[multiposted from rosetta-l]
G'day everyone
Do any of you know of TM systems that use a thesaurus in the matching
process? I know Wordfast uses a thesaurus for weeding out useless terms
while doing a term extraction, but it doesn't use the thesaurus when
doing fuzzy matching of translated segments, and I know of no other tool
that does it either. Do any of you know?
The idea came to me while watching Jost's "objective" videos of the
various CAT tools on his Jeromobot web site. Normally, the example
sentence "Die Katze ist schwartz" would be considered a 50% match of
"Der Hund ist weiss", and would therefore not be proposed by the TM
system. However, in English, the words Der and Die have (almost always)
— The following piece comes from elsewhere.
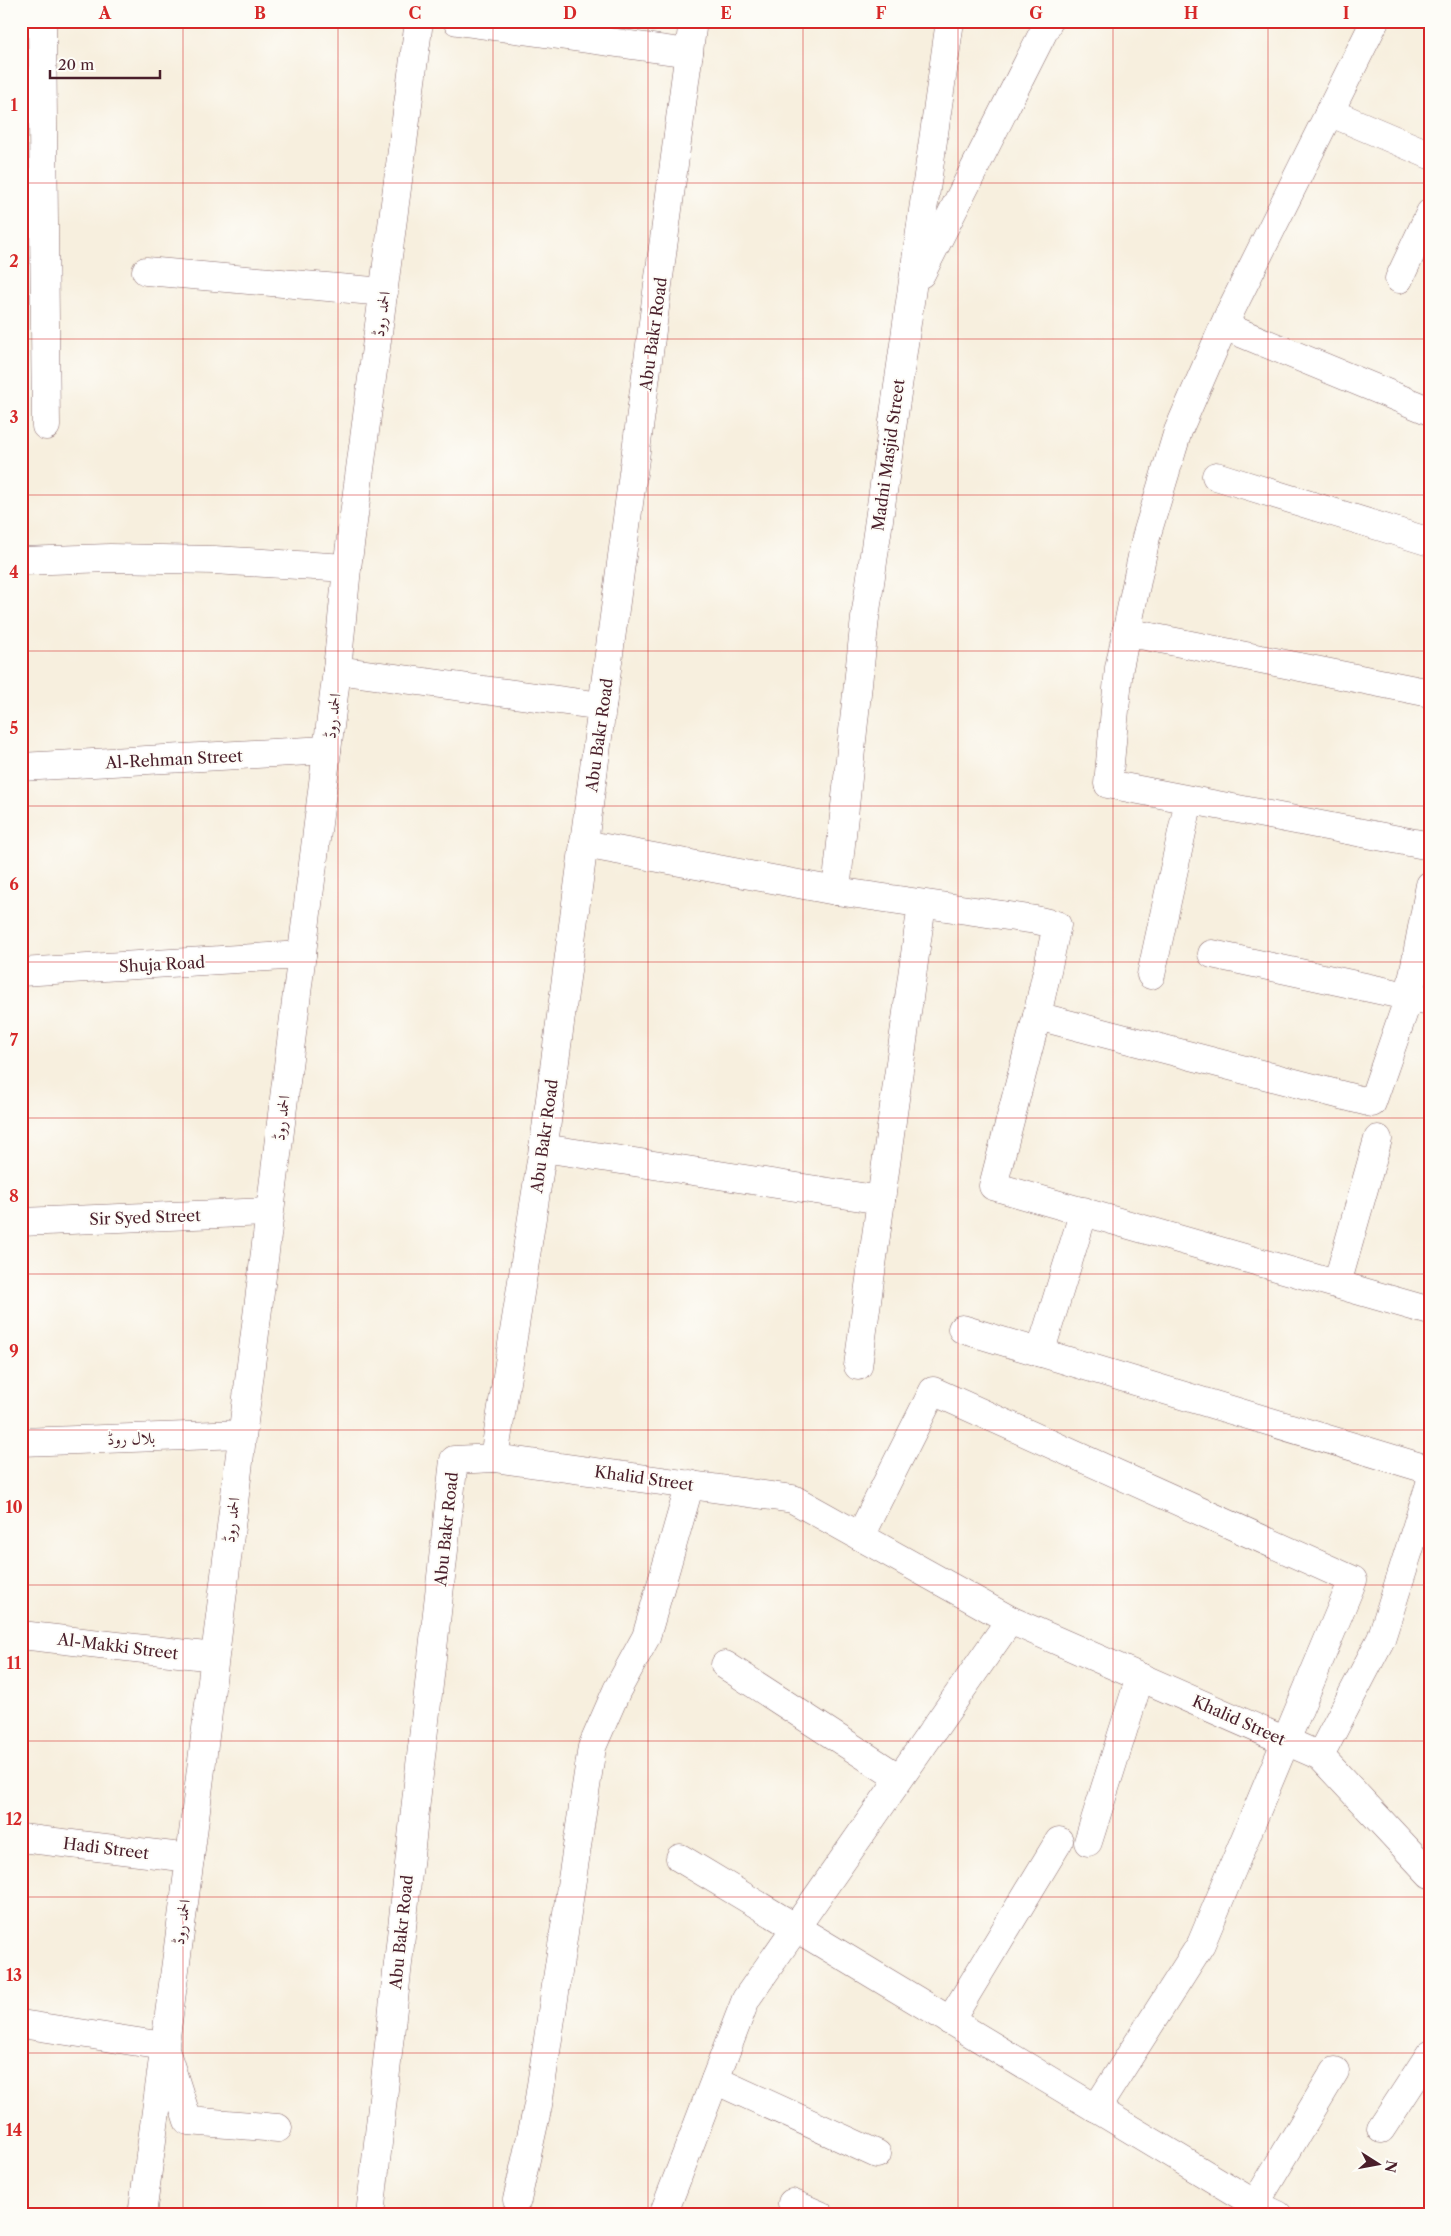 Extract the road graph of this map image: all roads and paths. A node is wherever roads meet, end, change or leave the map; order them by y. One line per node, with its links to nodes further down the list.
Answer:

the same translation, namely "The". If a thesaurus could tell the TM
system that Der and Die are functional equivalents or near-equivalents,
the match percentage would have been 75% (or 74%, if the thesaurus
triggers a 1% match penalty per word).
For translator who prefer to see as few matches as possible (I'm not one
of those), the process can also work in reverse, by telling the TM
system not to regard "The" as a matchable word when translating into German.
I suspect the ideal implementation of the above thing would be
user-created lists per language pair, so it's not a real thesaurus.
However, I can also see that a good thesaurus (with near-synonyms only)
could be useful in increasing possibly useful matches.
Does this concept ring a bell anywhere?
Samuel